Before the Taylor Report, which required all Premier League and Division One clubs to have all-seater stadia by the start of the 1994–95 season, the Stretford End was the main standing area at Old Trafford, accommodating around 20,000 fans. The very upper tier of the end did actually have form seating where generally families with younger children used to sit. The last game played in front of the terrace was the final match of the 1991–92 season, a 3–1 win over Tottenham Hotspur on 2 May 1992.

The terrace was demolished in the 1992 close-season and replaced with a £10 million all-seater cantilever stand by the end of the 1992–93 season, and its name officially changed to the West Stand, although it is still often referred to as the Stretford End and has white seats spelling the name out. The construction work was carried out by Birse Group.

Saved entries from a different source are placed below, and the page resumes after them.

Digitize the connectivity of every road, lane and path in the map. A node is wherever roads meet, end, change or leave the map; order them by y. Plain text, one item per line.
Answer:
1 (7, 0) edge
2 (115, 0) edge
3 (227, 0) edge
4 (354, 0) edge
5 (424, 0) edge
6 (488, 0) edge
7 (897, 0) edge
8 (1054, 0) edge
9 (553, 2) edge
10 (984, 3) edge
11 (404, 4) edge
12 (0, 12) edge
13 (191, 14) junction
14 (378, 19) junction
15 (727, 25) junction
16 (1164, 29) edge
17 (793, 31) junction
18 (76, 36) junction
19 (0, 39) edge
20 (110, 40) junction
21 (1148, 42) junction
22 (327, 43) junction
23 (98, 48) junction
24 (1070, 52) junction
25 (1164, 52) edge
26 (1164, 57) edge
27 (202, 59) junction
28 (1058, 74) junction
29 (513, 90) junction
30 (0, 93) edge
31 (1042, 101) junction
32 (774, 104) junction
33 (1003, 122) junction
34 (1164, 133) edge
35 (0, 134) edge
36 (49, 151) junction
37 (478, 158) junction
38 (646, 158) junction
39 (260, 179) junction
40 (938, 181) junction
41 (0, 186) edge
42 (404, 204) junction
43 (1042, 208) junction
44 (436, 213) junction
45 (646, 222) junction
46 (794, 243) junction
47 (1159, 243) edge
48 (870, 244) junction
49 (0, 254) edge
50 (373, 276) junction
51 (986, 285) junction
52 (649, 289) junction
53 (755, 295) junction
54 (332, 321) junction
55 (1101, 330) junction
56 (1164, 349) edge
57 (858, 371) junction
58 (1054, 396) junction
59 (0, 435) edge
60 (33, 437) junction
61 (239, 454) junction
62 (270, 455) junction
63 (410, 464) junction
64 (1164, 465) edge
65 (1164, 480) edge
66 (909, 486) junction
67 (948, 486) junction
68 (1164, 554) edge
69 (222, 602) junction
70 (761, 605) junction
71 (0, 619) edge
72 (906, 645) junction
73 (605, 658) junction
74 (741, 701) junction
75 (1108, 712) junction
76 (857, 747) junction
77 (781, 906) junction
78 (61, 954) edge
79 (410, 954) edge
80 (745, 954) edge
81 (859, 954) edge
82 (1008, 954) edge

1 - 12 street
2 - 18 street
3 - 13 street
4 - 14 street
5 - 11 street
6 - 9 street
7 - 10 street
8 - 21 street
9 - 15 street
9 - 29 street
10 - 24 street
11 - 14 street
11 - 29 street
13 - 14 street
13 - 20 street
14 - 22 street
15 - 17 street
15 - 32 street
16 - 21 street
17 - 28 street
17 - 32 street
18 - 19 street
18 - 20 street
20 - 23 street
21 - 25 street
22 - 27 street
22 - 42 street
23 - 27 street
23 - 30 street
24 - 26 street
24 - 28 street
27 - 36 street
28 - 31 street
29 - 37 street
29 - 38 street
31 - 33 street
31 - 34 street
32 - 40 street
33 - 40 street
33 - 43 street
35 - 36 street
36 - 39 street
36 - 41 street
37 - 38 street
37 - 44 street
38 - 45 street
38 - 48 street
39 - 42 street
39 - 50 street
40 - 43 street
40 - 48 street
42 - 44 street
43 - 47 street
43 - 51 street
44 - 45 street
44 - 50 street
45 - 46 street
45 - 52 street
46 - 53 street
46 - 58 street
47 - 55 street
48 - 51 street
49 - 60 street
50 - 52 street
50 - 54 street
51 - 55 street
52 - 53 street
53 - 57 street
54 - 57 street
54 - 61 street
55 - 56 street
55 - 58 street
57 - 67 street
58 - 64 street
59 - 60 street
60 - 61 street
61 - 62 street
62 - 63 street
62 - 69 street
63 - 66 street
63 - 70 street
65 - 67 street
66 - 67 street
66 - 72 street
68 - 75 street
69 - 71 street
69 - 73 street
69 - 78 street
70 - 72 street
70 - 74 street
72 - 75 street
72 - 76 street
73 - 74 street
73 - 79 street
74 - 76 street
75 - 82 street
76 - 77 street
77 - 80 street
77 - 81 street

The redevelopment of the Stretford End was already being planned by 1989, when chairman Martin Edwards was proposing to sell the club and was willing to sell his shares for £10 million and pledge £10 million to any new owner for the redevelopment of the Stretford End; however, the proposed sale of the club to Michael Knighton fell through and Edwards remained the club's owner for another 16 years.

For the 2000–01 season, a second tier of seating was added. As well as hosting a number of executive boxes, the first tier of the West Stand is now partly occupied by The Red Army, a fan led group dedicated to restoring the stand’s atmosphere. The players' tunnel is located at the corner of the Stretford End and the Sir Bobby Charlton (South) stand.

Strikers Denis Law (who played for United from 1962 to 1973) and Eric Cantona (1992 to 1997) were nicknamed "King of the Stretford End" by the club's fans, the former for his prolific scoring and the latter for his charisma as well as his contribution towards the club's success in the nineties.

==Statue==
The Stretford End has a statue of Denis Law on the upper concourse, which was unveiled on 23 September 2002. Law was known as the "King of the Stretford End" as he was idolised by the End's faithful.